So what is going on here? Why is it that 1.5 years later, the shelves are still empty and bricks of .22 LR can still be seen selling for upwards of $75-$100 at gun shows? I do not believe there is one answer, but rather a few. Here are my opinions on the matter, for what they are worth.
Hoarders – Some people are piling it away in their basements, garages, bunkers, and under their beds due to fear of not being able to find it again. This is not a huge factor in it, but it is still a factor to some degree. When these hoarders can’t find it on shelves, it only panics them more and causes them to buy even more when they do find it.

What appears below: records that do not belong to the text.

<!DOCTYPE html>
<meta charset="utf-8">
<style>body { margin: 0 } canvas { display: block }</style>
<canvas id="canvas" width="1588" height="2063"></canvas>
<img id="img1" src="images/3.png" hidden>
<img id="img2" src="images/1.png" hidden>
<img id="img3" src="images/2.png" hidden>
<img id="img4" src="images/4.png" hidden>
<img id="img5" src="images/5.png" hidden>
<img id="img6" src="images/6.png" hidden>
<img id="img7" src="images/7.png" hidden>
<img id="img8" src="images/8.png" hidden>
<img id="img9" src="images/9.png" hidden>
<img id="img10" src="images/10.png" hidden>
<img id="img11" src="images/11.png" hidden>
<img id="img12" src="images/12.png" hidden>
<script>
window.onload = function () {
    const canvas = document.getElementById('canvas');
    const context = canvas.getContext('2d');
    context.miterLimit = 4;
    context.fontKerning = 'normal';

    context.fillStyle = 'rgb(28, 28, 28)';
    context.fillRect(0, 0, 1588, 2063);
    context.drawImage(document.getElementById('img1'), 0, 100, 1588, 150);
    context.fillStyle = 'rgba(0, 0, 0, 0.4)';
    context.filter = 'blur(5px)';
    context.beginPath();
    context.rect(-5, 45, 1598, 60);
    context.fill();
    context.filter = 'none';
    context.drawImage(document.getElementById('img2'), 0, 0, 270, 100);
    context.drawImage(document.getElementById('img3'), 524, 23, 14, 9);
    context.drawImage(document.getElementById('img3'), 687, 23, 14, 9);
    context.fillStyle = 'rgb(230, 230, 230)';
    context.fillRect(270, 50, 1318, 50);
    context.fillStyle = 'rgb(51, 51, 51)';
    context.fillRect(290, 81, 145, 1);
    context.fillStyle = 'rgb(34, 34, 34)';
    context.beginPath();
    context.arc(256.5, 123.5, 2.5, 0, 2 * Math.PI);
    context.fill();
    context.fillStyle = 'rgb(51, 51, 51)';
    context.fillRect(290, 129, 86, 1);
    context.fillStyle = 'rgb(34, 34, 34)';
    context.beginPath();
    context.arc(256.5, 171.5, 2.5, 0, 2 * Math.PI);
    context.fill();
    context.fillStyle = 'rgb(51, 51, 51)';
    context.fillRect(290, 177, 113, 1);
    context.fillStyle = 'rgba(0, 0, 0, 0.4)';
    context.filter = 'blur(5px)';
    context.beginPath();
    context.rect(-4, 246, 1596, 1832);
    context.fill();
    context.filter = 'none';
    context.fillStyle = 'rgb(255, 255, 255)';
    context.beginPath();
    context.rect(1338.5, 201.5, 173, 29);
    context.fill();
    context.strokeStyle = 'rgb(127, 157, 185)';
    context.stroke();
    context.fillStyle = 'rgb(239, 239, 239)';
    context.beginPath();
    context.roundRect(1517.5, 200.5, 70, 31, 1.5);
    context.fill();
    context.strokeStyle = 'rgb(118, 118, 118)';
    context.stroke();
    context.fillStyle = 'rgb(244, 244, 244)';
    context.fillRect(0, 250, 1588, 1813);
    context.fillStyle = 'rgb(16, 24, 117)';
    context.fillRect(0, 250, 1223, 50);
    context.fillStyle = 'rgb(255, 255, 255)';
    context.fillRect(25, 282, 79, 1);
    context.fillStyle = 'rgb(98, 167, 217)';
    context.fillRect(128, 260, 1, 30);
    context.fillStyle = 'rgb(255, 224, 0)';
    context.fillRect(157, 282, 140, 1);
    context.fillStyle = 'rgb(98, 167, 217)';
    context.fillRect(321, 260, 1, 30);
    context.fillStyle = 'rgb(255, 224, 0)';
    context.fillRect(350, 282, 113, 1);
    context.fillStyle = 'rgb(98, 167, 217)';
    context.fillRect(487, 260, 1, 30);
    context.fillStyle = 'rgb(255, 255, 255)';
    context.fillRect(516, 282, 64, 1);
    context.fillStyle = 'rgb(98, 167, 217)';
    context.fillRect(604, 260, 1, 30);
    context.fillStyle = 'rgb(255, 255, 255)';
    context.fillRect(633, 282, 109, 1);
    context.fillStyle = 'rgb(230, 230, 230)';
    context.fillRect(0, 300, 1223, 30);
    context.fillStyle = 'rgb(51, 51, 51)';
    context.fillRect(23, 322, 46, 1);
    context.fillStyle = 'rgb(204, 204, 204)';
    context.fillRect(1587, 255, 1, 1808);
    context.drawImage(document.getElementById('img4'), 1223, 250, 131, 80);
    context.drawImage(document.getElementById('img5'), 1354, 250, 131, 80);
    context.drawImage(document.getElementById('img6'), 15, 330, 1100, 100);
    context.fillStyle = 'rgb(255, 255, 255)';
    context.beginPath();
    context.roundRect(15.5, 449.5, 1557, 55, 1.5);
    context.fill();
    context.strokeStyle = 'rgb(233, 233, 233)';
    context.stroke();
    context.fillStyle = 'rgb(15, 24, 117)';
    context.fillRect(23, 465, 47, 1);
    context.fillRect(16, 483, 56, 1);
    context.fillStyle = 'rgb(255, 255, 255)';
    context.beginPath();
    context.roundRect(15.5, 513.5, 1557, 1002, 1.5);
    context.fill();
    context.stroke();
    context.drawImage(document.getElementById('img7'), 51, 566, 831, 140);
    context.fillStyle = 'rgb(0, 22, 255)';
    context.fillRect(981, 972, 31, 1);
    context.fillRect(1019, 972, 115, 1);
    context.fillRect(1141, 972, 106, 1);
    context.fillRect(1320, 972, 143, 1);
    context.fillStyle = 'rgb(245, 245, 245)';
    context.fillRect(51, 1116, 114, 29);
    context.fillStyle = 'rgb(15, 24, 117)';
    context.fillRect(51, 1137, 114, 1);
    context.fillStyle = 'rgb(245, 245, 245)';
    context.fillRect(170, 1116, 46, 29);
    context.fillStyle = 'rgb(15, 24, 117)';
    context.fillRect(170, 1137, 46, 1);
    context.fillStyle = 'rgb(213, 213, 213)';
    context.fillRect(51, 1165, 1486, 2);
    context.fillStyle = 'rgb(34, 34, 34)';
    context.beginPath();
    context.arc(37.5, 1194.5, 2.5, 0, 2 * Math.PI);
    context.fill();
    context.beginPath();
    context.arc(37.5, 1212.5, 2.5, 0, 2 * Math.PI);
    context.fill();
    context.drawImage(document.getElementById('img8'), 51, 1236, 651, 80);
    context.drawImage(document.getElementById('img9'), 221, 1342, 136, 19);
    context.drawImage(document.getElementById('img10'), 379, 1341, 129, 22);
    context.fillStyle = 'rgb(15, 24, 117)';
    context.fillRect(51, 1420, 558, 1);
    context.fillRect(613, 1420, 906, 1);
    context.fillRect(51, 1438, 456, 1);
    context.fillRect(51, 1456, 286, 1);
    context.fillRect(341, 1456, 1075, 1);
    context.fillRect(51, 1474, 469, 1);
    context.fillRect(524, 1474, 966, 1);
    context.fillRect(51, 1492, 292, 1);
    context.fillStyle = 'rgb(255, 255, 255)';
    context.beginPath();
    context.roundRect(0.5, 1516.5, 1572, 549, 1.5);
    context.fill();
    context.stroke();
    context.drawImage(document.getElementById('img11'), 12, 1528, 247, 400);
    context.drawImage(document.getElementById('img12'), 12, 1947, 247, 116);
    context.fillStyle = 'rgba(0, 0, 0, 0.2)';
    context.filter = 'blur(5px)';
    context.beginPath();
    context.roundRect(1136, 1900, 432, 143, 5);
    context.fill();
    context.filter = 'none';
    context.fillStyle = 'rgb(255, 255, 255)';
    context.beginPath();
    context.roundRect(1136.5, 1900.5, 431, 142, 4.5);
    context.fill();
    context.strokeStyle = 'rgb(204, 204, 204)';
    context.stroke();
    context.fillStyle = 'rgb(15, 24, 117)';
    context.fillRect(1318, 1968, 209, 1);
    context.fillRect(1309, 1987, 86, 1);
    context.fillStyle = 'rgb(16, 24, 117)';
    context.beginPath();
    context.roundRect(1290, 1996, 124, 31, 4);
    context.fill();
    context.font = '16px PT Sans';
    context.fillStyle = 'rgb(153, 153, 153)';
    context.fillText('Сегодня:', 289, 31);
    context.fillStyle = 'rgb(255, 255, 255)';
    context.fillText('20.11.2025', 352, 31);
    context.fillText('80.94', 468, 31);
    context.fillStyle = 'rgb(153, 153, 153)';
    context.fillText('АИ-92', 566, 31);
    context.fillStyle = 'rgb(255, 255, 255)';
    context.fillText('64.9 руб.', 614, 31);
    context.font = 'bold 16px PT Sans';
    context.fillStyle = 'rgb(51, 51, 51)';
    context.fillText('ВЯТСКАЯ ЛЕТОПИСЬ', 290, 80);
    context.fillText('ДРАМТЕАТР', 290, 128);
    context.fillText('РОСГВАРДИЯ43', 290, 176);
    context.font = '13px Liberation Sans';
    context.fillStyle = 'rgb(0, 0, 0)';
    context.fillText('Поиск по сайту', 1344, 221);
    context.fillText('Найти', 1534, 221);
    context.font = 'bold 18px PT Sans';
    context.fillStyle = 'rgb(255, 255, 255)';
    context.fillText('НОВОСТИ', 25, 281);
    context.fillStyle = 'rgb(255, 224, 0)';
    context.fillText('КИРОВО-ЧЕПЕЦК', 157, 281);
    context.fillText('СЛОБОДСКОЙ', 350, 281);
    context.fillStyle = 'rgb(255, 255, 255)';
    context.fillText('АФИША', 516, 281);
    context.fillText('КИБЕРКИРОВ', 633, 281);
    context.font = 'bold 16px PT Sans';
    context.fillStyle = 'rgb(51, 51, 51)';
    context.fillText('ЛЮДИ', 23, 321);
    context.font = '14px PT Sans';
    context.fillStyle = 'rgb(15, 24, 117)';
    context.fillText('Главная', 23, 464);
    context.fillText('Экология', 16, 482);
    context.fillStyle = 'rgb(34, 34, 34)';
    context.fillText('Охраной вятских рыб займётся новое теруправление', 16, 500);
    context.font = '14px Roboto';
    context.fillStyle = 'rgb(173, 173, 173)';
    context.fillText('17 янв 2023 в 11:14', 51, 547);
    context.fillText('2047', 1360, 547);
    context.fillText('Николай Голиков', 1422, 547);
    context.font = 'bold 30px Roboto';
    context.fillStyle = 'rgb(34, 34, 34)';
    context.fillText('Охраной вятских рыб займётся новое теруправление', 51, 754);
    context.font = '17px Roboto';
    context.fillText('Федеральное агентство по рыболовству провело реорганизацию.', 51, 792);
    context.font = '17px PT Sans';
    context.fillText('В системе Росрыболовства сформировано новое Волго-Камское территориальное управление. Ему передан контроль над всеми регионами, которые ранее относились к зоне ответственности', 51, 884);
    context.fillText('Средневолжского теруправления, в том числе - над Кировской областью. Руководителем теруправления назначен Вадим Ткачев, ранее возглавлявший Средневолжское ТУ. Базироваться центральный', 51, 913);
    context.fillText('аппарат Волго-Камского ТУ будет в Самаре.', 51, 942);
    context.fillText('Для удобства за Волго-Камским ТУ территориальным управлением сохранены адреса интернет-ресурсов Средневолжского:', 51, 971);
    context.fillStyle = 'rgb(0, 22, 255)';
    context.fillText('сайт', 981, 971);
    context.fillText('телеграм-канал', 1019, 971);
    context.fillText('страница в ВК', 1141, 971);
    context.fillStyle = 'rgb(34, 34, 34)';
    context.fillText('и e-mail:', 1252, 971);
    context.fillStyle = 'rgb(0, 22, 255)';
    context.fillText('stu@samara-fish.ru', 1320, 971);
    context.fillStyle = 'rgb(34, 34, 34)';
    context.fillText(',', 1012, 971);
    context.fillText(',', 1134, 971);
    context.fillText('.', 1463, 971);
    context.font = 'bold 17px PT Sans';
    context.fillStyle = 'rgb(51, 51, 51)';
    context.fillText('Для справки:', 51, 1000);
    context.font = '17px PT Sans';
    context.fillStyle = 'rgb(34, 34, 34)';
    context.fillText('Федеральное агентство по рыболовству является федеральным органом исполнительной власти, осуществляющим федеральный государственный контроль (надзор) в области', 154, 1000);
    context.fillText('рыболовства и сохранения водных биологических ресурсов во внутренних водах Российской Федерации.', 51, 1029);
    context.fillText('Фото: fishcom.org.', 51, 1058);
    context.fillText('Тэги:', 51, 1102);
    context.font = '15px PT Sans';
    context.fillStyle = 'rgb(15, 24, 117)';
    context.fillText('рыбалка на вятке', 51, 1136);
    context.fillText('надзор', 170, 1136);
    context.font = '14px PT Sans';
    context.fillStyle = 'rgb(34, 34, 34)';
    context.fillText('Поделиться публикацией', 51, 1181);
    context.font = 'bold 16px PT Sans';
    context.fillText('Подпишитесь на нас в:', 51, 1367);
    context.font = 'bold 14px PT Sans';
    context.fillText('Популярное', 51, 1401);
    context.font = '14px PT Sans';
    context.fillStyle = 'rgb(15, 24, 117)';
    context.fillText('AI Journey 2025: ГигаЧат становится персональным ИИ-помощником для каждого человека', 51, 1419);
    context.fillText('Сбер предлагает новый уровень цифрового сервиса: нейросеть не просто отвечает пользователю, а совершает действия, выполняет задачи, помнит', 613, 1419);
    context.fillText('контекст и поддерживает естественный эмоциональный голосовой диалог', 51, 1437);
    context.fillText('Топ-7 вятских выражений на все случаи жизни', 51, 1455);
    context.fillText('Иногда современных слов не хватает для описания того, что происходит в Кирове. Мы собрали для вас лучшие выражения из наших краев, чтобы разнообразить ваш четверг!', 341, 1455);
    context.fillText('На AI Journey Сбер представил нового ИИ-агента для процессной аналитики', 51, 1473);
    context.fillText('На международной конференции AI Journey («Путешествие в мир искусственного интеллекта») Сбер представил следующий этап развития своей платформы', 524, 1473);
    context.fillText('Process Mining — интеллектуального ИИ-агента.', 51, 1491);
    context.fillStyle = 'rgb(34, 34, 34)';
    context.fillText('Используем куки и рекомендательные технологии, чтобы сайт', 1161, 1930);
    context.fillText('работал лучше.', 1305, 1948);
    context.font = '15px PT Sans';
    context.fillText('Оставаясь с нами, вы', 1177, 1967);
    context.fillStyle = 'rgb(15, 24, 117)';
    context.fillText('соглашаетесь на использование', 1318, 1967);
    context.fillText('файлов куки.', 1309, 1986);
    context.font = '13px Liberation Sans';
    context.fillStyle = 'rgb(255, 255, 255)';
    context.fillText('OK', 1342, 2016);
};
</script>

Gougers – These are the guys who prey on the fear of the hoarders. These are the guys that wait in line at Wal-Mart at 3 a.m. to buy up the daily allotment that Wal-Mart puts out at normal retail prices and then double or triple their price on the weekend gun show circuit. Again, not a huge factor, but keeping the shelves looking empty which keeps the panic level higher for those that are looking.
Demand – Now we are getting to the real meat of the issue. You hear manufactures say they are running 24/7 on their rimfire lines which is putting somewhere around 25-30 million rounds PER DAY (estimate on my part from numbers I have heard from the big rimfire guys) into the market – so how can there be a shortage? I have asked this myself – until we start doing even a little basic math. You hear all kind of numbers about how many firearms owners are in the USA, but you hear 70-80 million quite often. So for the sake of us not arguing that number – let’s cut it to 35 million. Do you know a gun owner that does not own at least one firearm chambered in .22 LR? Do you know any that are not looking for .22 LR ammo or would at least buy some if they saw it for normal prices? How many would they buy when they found it? A lot – right? But again, just to keep the argument on the low end, let’s say they would all be satisfied with just a single 500 pack. 35 million multiplied by 500 .22 LR rounds for them all – is 17.5 BILLION rounds. Let that sink in. Even at 25 million rounds being made PER DAY – that is 1.92 years’ worth of production.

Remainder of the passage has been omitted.